* REQUIRED ACTION: Please tally the lines of the listing that follows where the word "lane" appears, and reply with the number only.

* AVAILABLE RECORDS:
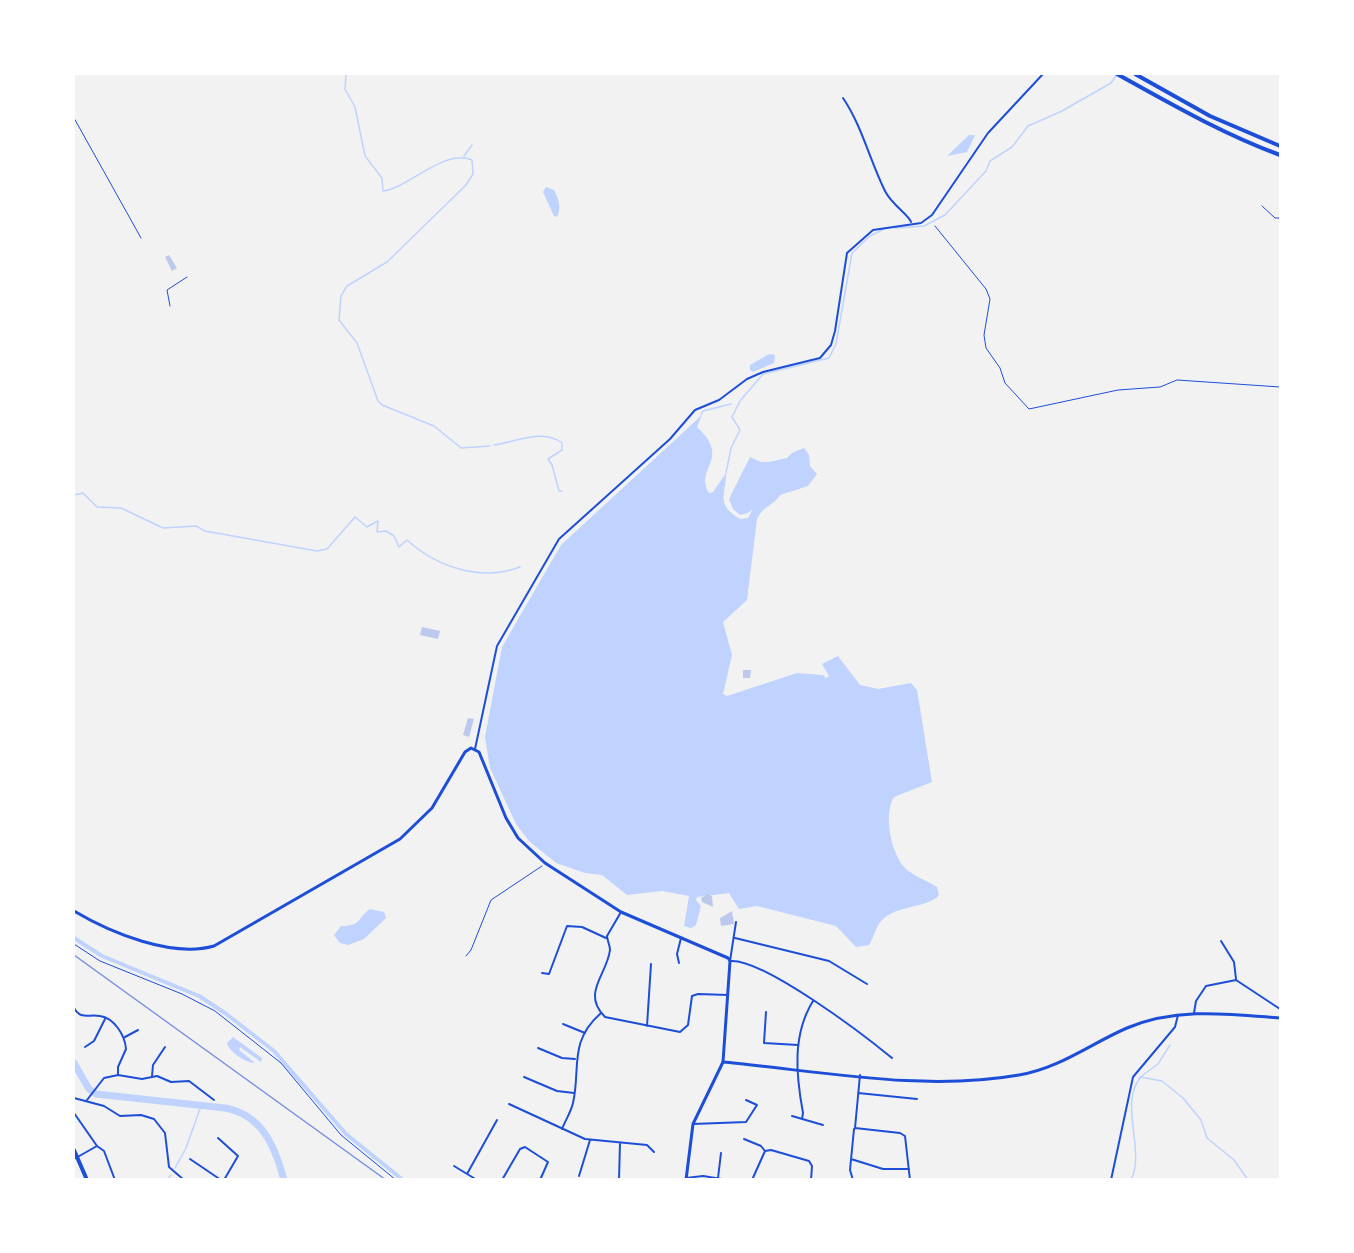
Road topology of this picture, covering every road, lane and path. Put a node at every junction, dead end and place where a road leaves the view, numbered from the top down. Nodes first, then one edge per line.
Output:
1 (1042, 74) edge
2 (1118, 74) edge
3 (1135, 74) edge
4 (843, 98) dead end
5 (74, 118) edge
6 (1281, 146) edge
7 (1281, 155) edge
8 (1262, 206) dead end
9 (1281, 218) edge
10 (911, 222) junction
11 (935, 226) dead end
12 (141, 238) dead end
13 (187, 277) dead end
14 (170, 306) dead end
15 (1281, 387) edge
16 (475, 749) junction
17 (543, 865) dead end
18 (74, 911) edge
19 (621, 912) junction
20 (736, 922) dead end
21 (734, 937) junction
22 (606, 938) junction
23 (681, 938) junction
24 (1221, 941) dead end
25 (74, 944) edge
26 (466, 957) dead end
27 (730, 961) junction
28 (651, 963) dead end
29 (679, 963) dead end
30 (542, 973) dead end
31 (1236, 980) junction
32 (867, 984) dead end
33 (728, 995) junction
34 (813, 1001) junction
35 (74, 1008) edge
36 (1281, 1009) edge
37 (766, 1012) dead end
38 (601, 1013) junction
39 (1194, 1013) junction
40 (1178, 1015) junction
41 (105, 1018) junction
42 (1281, 1018) edge
43 (563, 1024) dead end
44 (647, 1026) junction
45 (138, 1030) dead end
46 (585, 1033) junction
47 (124, 1037) junction
48 (798, 1045) junction
49 (165, 1047) dead end
50 (538, 1048) dead end
51 (90, 1051) dead end
52 (892, 1058) dead end
53 (575, 1059) junction
54 (723, 1062) junction
55 (796, 1069) junction
56 (860, 1075) junction
57 (118, 1076) junction
58 (189, 1076) dead end
59 (152, 1077) junction
60 (524, 1077) dead end
61 (189, 1081) junction
62 (574, 1093) junction
63 (858, 1093) junction
64 (74, 1098) edge
65 (917, 1099) dead end
66 (87, 1100) junction
67 (214, 1100) dead end
68 (746, 1100) dead end
69 (509, 1104) dead end
70 (74, 1113) edge
71 (792, 1116) dead end
72 (802, 1119) junction
73 (498, 1120) dead end
74 (693, 1124) junction
75 (823, 1125) dead end
76 (855, 1128) junction
77 (562, 1129) junction
78 (218, 1138) dead end
79 (744, 1139) dead end
80 (590, 1140) junction
81 (620, 1143) junction
82 (97, 1146) junction
83 (74, 1150) edge
84 (765, 1151) junction
85 (654, 1152) dead end
86 (721, 1153) dead end
87 (194, 1155) dead end
88 (76, 1157) edge
89 (851, 1159) junction
90 (454, 1166) dead end
91 (909, 1169) junction
92 (467, 1174) junction
93 (215, 1175) junction
94 (579, 1176) dead end
95 (718, 1178) junction
96 (87, 1179) edge
97 (115, 1179) edge
98 (184, 1179) edge
99 (211, 1179) edge
100 (223, 1179) edge
101 (396, 1179) edge
102 (477, 1179) edge
103 (502, 1179) edge
104 (540, 1179) edge
105 (619, 1179) edge
106 (686, 1179) edge
107 (728, 1179) edge
108 (752, 1179) edge
109 (811, 1179) edge
110 (853, 1179) edge
111 (910, 1179) edge
112 (1112, 1179) edge

1 - 10 street
2 - 7 highway
3 - 6 highway
4 - 10 street
5 - 12 lane
8 - 9 path
10 - 16 street
11 - 15 path
13 - 14 path
16 - 18 main road
16 - 19 main road
17 - 26 path
19 - 22 street
19 - 23 main road
20 - 21 street
21 - 27 street
21 - 32 street
22 - 30 street
22 - 38 street
23 - 27 main road
23 - 29 street
24 - 31 street
25 - 101 path
27 - 33 main road
27 - 34 street
28 - 44 street
31 - 36 street
31 - 39 street
33 - 44 street
33 - 54 main road
34 - 48 street
34 - 52 street
35 - 41 street
37 - 48 street
38 - 44 street
38 - 46 street
39 - 40 main road
39 - 42 main road
40 - 56 main road
40 - 112 street
41 - 47 street
41 - 51 street
43 - 46 street
45 - 47 street
46 - 53 street
47 - 57 street
48 - 55 street
49 - 59 street
50 - 53 street
53 - 62 street
54 - 55 main road
54 - 74 main road
55 - 56 main road
55 - 72 street
56 - 63 street
57 - 59 street
57 - 66 street
58 - 61 street
59 - 61 street
60 - 62 street
61 - 67 street
62 - 77 street
63 - 65 street
63 - 76 street
64 - 66 street
66 - 98 street
68 - 74 street
69 - 77 street
70 - 82 street
71 - 72 street
72 - 75 street
73 - 92 street
74 - 106 main road
76 - 89 street
76 - 91 street
77 - 80 street
78 - 100 street
79 - 84 street
80 - 81 street
80 - 94 street
81 - 85 street
81 - 105 street
82 - 88 street
82 - 97 street
83 - 88 highway
84 - 108 street
84 - 109 street
86 - 95 street
87 - 93 street
88 - 96 highway
89 - 91 street
89 - 110 street
90 - 92 street
91 - 111 street
92 - 102 street
93 - 99 street
93 - 100 street
95 - 106 street
95 - 107 street
103 - 104 street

* YOUR SOLUTION: 2